Material for this exercise —

# # # # # # #

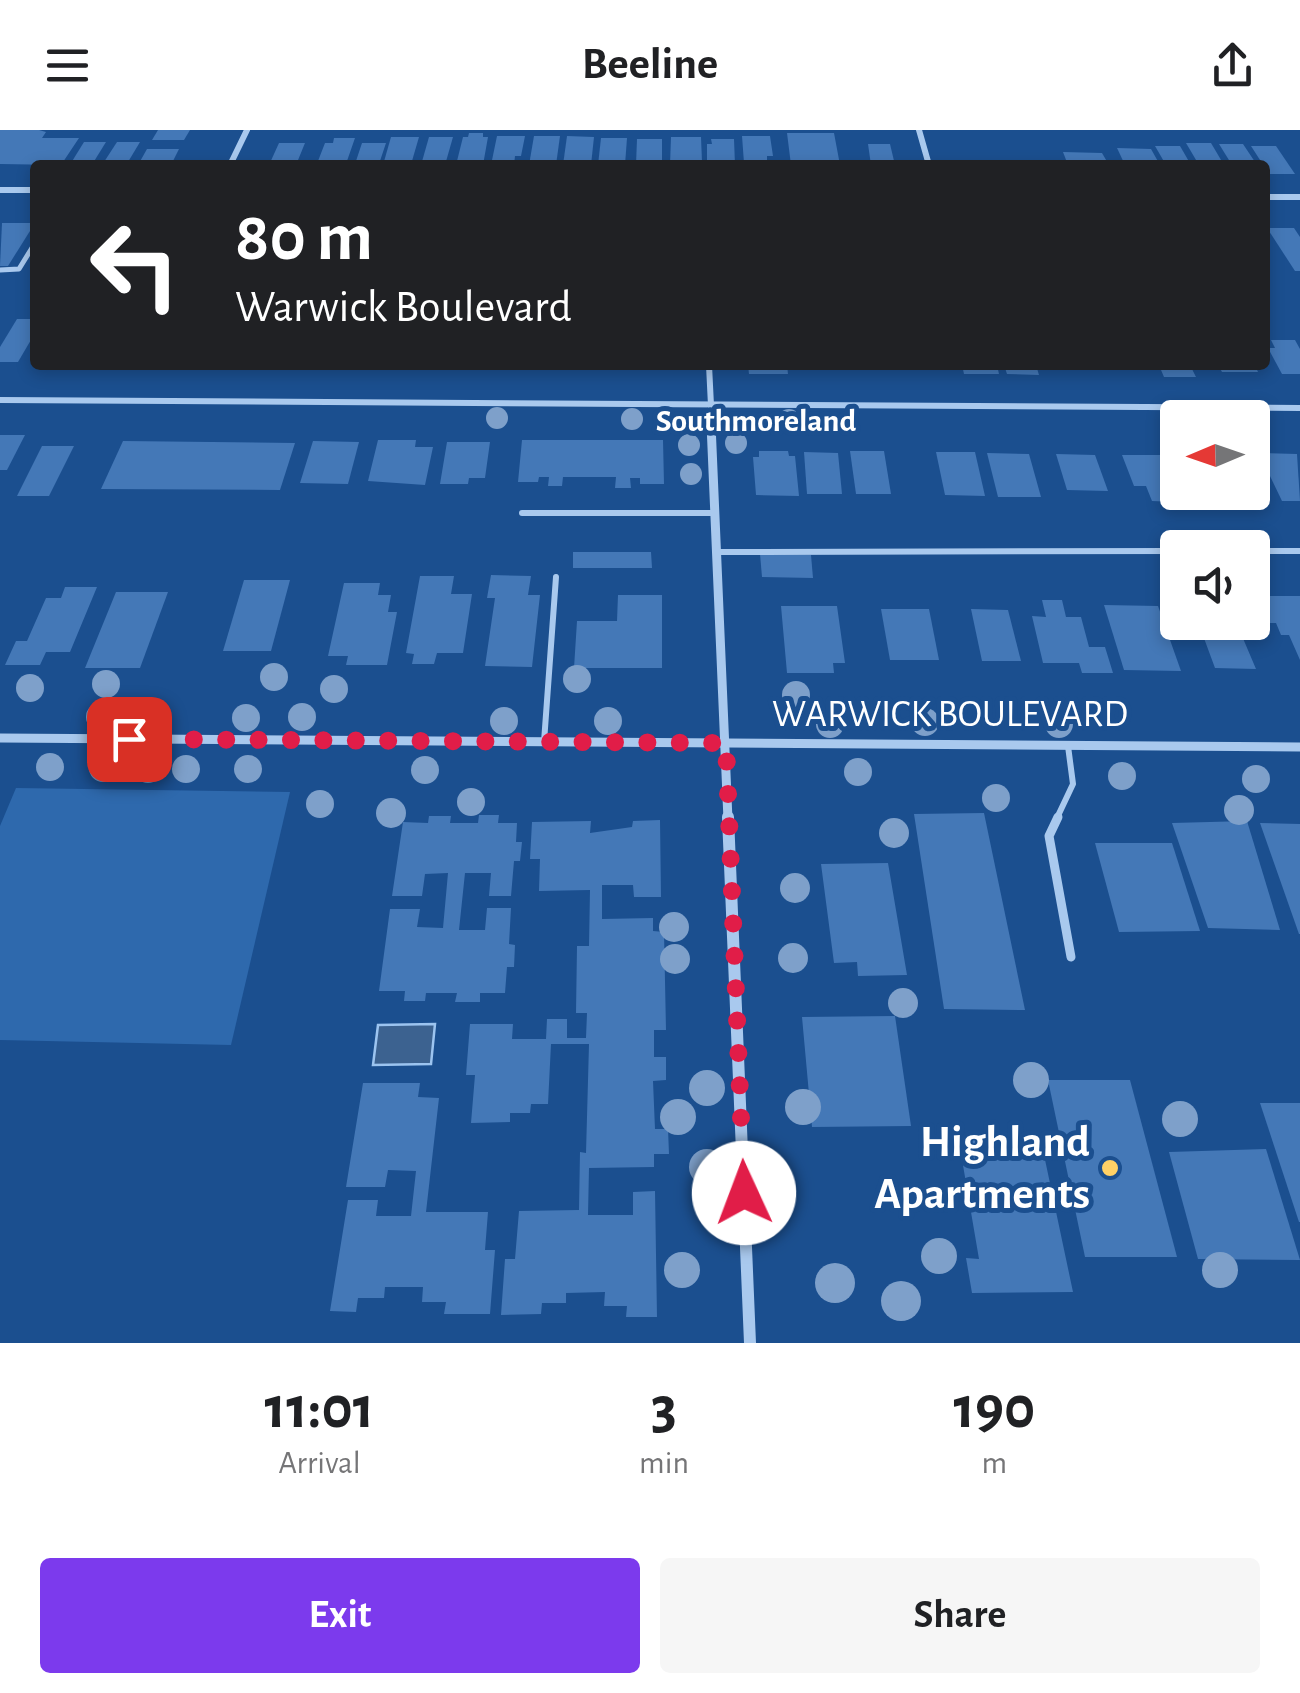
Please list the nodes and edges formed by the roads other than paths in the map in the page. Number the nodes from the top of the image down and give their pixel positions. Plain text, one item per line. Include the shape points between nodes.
1 (247, 130) edge
2 (918, 130) edge
3 (232, 160) edge
4 (927, 160) edge
5 (0, 190) edge
6 (30, 190) edge
7 (1270, 197) edge
8 (1300, 197) edge
9 (30, 252) edge
10 (21, 267) junction
11 (30, 267) edge
12 (0, 270) edge
13 (709, 370) edge
14 (0, 400) edge
15 (711, 404) junction
16 (1300, 408) edge
17 (522, 513) dead end
18 (716, 514) junction
19 (1160, 551) edge
20 (1270, 551) edge
21 (1300, 551) edge
22 (718, 552) junction
23 (556, 577) dead end
24 (0, 738) edge
25 (544, 742) junction
26 (726, 743) junction
27 (1068, 746) junction
28 (1300, 747) edge
29 (1071, 957) dead end
30 (750, 1343) edge

1 - 3 street
2 - 4 street
5 - 6 street
7 - 8 street
9 - 10 lane
10 - 11 lane
10 - 12 lane
13 - 15 street
14 - 15 street
15 - 16 street
15 - 18 street
17 - 18 lane
18 - 22 street
19 - 22 lane
20 - 21 lane
22 - 26 street
23 - 25 lane
24 - 25 street, WARWICK BOULEVARD
25 - 26 street, WARWICK BOULEVARD
26 - 27 street, WARWICK BOULEVARD
26 - 30 street
27 - 28 street, WARWICK BOULEVARD
27 - 29 lane via 1072,784 1048,836

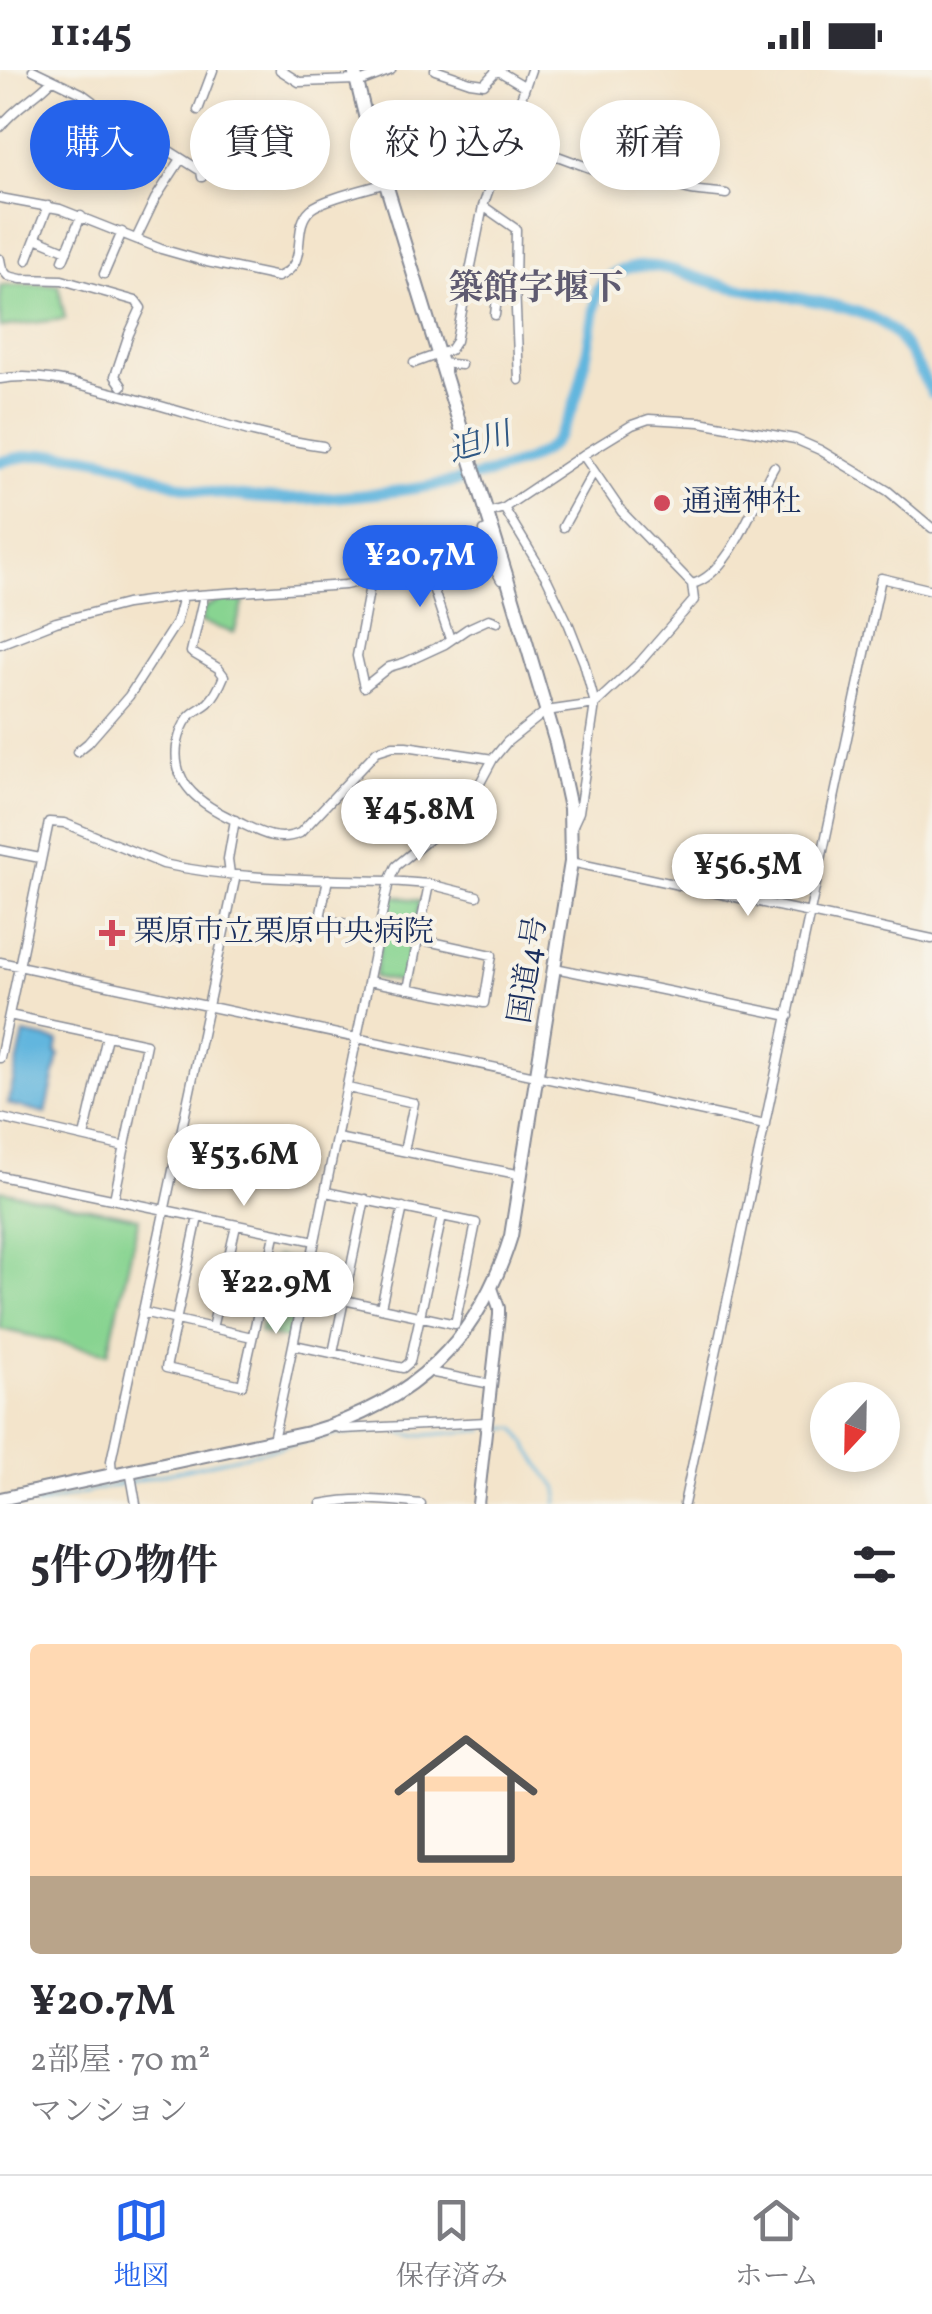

# # # # # # #

Omitting all pictures, copy the preceding entries without any alteration.

Answer to the problem —
Please list the nodes and edges formed by the roads other than paths in the map in the page. Number the nodes from the top of the image down and give their pixel positions. Plain text, one item per line. Include the shape points between nodes.
1 (247, 130) edge
2 (918, 130) edge
3 (232, 160) edge
4 (927, 160) edge
5 (0, 190) edge
6 (30, 190) edge
7 (1270, 197) edge
8 (1300, 197) edge
9 (30, 252) edge
10 (21, 267) junction
11 (30, 267) edge
12 (0, 270) edge
13 (709, 370) edge
14 (0, 400) edge
15 (711, 404) junction
16 (1300, 408) edge
17 (522, 513) dead end
18 (716, 514) junction
19 (1160, 551) edge
20 (1270, 551) edge
21 (1300, 551) edge
22 (718, 552) junction
23 (556, 577) dead end
24 (0, 738) edge
25 (544, 742) junction
26 (726, 743) junction
27 (1068, 746) junction
28 (1300, 747) edge
29 (1071, 957) dead end
30 (750, 1343) edge

1 - 3 street
2 - 4 street
5 - 6 street
7 - 8 street
9 - 10 lane
10 - 11 lane
10 - 12 lane
13 - 15 street
14 - 15 street
15 - 16 street
15 - 18 street
17 - 18 lane
18 - 22 street
19 - 22 lane
20 - 21 lane
22 - 26 street
23 - 25 lane
24 - 25 street, WARWICK BOULEVARD
25 - 26 street, WARWICK BOULEVARD
26 - 27 street, WARWICK BOULEVARD
26 - 30 street
27 - 28 street, WARWICK BOULEVARD
27 - 29 lane via 1072,784 1048,836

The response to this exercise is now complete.